Write the records out again, exactly.
::: DATA SECTION :::
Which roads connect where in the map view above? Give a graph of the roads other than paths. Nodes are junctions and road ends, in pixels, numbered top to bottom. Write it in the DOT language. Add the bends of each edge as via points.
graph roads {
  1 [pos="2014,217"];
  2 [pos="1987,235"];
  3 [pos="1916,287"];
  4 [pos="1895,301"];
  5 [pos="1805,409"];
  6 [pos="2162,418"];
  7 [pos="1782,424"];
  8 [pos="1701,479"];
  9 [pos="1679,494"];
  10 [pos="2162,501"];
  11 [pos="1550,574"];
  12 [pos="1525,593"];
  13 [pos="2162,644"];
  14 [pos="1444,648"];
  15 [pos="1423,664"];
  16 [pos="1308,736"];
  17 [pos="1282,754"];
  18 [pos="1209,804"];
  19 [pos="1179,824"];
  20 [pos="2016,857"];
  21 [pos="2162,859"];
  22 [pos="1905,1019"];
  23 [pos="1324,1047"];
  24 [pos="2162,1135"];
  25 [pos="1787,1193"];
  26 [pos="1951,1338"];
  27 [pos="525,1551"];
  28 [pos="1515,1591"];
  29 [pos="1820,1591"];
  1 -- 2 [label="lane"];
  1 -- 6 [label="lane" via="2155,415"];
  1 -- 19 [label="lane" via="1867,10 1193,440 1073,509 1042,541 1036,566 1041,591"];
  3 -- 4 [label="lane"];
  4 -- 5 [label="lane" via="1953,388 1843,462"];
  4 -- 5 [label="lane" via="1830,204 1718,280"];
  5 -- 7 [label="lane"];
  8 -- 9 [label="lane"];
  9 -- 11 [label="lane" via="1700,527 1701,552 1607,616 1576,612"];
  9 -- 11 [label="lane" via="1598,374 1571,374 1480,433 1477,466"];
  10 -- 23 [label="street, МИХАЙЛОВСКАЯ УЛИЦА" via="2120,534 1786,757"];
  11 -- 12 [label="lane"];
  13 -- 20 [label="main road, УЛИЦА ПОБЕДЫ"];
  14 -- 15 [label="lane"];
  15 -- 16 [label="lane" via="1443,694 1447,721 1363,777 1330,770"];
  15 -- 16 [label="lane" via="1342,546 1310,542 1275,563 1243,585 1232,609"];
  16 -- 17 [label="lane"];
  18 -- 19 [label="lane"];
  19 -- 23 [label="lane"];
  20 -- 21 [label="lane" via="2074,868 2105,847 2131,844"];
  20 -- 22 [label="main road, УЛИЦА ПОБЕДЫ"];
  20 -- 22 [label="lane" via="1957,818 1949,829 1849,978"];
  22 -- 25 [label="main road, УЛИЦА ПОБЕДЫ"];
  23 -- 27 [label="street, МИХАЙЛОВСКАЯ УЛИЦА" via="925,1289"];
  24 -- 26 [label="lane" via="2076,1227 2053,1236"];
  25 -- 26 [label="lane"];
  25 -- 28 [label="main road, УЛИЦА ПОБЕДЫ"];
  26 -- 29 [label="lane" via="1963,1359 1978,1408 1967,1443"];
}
:::
EXERCISE OUTPUT>
Which roads connect where in the map view above? Give a graph of the roads other than paths. Nodes are junctions and road ends, in pixels, numbered top to bottom. Write it in the DOT language. Add the bends of each edge as via points.
graph roads {
  1 [pos="2014,217"];
  2 [pos="1987,235"];
  3 [pos="1916,287"];
  4 [pos="1895,301"];
  5 [pos="1805,409"];
  6 [pos="2162,418"];
  7 [pos="1782,424"];
  8 [pos="1701,479"];
  9 [pos="1679,494"];
  10 [pos="2162,501"];
  11 [pos="1550,574"];
  12 [pos="1525,593"];
  13 [pos="2162,644"];
  14 [pos="1444,648"];
  15 [pos="1423,664"];
  16 [pos="1308,736"];
  17 [pos="1282,754"];
  18 [pos="1209,804"];
  19 [pos="1179,824"];
  20 [pos="2016,857"];
  21 [pos="2162,859"];
  22 [pos="1905,1019"];
  23 [pos="1324,1047"];
  24 [pos="2162,1135"];
  25 [pos="1787,1193"];
  26 [pos="1951,1338"];
  27 [pos="525,1551"];
  28 [pos="1515,1591"];
  29 [pos="1820,1591"];
  1 -- 2 [label="lane"];
  1 -- 6 [label="lane" via="2155,415"];
  1 -- 19 [label="lane" via="1867,10 1193,440 1073,509 1042,541 1036,566 1041,591"];
  3 -- 4 [label="lane"];
  4 -- 5 [label="lane" via="1953,388 1843,462"];
  4 -- 5 [label="lane" via="1830,204 1718,280"];
  5 -- 7 [label="lane"];
  8 -- 9 [label="lane"];
  9 -- 11 [label="lane" via="1700,527 1701,552 1607,616 1576,612"];
  9 -- 11 [label="lane" via="1598,374 1571,374 1480,433 1477,466"];
  10 -- 23 [label="street, МИХАЙЛОВСКАЯ УЛИЦА" via="2120,534 1786,757"];
  11 -- 12 [label="lane"];
  13 -- 20 [label="main road, УЛИЦА ПОБЕДЫ"];
  14 -- 15 [label="lane"];
  15 -- 16 [label="lane" via="1443,694 1447,721 1363,777 1330,770"];
  15 -- 16 [label="lane" via="1342,546 1310,542 1275,563 1243,585 1232,609"];
  16 -- 17 [label="lane"];
  18 -- 19 [label="lane"];
  19 -- 23 [label="lane"];
  20 -- 21 [label="lane" via="2074,868 2105,847 2131,844"];
  20 -- 22 [label="main road, УЛИЦА ПОБЕДЫ"];
  20 -- 22 [label="lane" via="1957,818 1949,829 1849,978"];
  22 -- 25 [label="main road, УЛИЦА ПОБЕДЫ"];
  23 -- 27 [label="street, МИХАЙЛОВСКАЯ УЛИЦА" via="925,1289"];
  24 -- 26 [label="lane" via="2076,1227 2053,1236"];
  25 -- 26 [label="lane"];
  25 -- 28 [label="main road, УЛИЦА ПОБЕДЫ"];
  26 -- 29 [label="lane" via="1963,1359 1978,1408 1967,1443"];
}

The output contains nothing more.